Get your one tablespoon of fresh milk kefir grains in the mail from eBay, Amazon, Craigslist, Gumtree, or your local fermentation fans (look up social media for groups).

Put one tablespoon of fresh milk kefir grains in a jar. Fill it with one cup of milk – typically, cow’s milk is the easiest to come by, but try to avoid ultra-pasteurised where possible. All mammal milk is high in lactose, including breast milk, so any milk is fine.

Avoid only using non-mammal milk vaginally, but to eat, you can use soy, coconut or other milk, doing a ‘refresher’ in cow’s milk every so often to rejuvenate your grains.

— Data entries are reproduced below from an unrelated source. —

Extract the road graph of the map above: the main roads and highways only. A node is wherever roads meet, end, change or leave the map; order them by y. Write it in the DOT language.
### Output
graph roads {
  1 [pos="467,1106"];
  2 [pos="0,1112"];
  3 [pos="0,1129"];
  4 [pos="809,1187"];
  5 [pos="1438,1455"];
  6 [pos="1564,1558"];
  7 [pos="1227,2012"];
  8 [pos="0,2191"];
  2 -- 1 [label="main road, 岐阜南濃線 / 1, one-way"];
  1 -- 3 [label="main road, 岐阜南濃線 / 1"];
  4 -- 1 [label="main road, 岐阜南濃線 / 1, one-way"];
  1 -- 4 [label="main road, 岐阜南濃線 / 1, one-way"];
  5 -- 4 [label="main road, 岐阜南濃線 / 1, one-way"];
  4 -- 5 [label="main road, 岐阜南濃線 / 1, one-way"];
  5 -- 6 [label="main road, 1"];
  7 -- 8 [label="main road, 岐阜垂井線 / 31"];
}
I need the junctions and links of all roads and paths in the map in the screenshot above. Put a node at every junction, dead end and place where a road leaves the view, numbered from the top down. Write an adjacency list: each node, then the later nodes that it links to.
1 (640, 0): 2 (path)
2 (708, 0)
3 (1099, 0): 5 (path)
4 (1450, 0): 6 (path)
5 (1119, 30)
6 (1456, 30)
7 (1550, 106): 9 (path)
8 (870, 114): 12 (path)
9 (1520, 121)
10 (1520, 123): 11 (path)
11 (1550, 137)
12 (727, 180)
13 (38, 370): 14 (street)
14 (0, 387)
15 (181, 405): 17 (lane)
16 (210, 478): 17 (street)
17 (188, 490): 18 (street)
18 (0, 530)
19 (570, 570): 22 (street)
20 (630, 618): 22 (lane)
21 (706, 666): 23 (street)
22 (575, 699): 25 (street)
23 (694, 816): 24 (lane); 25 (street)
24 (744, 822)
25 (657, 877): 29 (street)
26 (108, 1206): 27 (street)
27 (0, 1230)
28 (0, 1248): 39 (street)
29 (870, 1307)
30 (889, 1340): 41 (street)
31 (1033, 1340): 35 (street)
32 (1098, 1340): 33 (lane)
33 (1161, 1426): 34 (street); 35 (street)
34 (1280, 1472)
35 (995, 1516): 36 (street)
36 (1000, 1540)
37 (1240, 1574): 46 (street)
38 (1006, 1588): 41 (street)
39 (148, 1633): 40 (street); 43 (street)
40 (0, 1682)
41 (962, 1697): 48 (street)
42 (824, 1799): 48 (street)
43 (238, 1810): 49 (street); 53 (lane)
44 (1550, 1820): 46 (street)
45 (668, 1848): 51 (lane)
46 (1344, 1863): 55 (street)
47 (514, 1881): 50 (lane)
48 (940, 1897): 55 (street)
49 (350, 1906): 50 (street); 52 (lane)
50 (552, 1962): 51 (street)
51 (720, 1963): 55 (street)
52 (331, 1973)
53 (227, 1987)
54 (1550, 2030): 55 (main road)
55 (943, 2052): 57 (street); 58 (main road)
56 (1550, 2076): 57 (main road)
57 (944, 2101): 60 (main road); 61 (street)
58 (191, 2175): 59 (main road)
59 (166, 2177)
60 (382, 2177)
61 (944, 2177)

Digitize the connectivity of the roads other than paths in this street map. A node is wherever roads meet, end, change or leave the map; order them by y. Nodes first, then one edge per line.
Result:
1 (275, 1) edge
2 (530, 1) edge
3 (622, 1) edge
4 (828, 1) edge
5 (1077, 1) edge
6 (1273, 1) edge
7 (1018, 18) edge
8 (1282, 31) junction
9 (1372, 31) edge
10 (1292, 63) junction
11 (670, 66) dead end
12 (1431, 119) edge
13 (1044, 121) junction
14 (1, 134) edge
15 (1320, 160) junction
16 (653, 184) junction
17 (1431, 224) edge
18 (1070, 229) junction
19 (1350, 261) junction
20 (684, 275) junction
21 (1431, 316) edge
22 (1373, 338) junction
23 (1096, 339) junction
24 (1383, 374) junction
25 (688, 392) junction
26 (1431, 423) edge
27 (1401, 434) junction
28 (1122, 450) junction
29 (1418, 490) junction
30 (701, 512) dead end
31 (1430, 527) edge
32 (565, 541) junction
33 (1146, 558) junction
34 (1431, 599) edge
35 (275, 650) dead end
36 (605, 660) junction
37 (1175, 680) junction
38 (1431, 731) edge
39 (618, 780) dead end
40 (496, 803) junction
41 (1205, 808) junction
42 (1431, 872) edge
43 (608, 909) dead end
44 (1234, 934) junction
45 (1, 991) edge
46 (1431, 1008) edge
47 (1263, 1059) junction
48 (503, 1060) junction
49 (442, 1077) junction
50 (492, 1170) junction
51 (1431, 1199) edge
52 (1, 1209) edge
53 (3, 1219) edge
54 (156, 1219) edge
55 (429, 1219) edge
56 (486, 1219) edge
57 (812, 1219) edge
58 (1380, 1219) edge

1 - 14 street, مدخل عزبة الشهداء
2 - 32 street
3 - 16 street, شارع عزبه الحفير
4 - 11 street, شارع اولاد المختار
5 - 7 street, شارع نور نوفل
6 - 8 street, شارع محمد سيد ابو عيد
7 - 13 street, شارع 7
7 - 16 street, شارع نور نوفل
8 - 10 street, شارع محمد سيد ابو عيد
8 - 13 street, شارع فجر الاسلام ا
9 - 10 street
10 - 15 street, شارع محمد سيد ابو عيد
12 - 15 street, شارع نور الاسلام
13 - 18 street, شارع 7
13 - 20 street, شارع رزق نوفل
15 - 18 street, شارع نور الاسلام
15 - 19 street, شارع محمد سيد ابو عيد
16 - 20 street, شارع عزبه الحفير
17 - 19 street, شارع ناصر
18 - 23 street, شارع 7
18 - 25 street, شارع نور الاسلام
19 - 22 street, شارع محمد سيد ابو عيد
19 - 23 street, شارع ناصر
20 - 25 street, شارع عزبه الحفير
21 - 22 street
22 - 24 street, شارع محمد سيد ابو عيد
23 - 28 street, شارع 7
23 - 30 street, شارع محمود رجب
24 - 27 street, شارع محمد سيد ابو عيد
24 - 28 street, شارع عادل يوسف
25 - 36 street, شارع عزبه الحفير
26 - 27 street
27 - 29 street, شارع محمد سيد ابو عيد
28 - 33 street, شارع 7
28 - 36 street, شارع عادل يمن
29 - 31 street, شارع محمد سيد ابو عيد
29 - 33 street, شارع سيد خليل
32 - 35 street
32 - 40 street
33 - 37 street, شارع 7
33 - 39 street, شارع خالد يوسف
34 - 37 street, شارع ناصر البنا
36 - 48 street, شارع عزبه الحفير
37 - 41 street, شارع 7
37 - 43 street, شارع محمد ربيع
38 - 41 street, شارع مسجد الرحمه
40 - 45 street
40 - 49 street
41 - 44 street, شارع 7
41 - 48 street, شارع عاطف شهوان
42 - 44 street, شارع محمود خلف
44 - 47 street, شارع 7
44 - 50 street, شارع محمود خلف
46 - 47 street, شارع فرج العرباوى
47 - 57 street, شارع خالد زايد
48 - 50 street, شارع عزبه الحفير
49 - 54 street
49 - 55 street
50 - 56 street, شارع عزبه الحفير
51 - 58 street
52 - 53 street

Put the jar on the bench overnight, or if you are in a cold climate, in a hot water cupboard. The next day, you have thick, sour milk kefir. Strain off the grains. Put them back in the jar, fill it with milk, and repeat, using the yoghurty milk kefir vaginally and/or orally.

Why we like home-made milk kefir better:

In store-bought kefir, additions have usually been made, modifications to the fermentation process to make it less sour, more drinkable, easier to package up, and with longer storage times. This reduces the bacterial count, the ‘aliveness’, and therefore the benefits.

The stuff you make at home is clearly fermenting, and you know exactly what’s in it. This means the results you get can’t be later blamed on store-bought kefir, which may or may not have even had any live bacteria in it.

‘Good’ milk kefir means it is thick, sour and does not contain added ingredients at all, and nor does it need to be ‘low fat’ (usually means high sugar).

Milk kefir, in its natural state, is not designed to be a sweet and delicious drink: it is tangy, sour and thickened, more like yoghurt than milk. It should not be pasteurised or adulterated in any way by heat, light or freezing. This isn’t clear on the label, so you may not know if it’s even alive.

Your milk kefir should not contain any preservatives, additives, colours or flavours. If someone is selling you milk kefir as a drink, you’d want to know exactly how they made it because people will sell you anything – diluted, dead, full of additives – if they think you will buy it because it’s ‘good for you’. We are suckers! People want to make money off ‘health foods’. Be discerning.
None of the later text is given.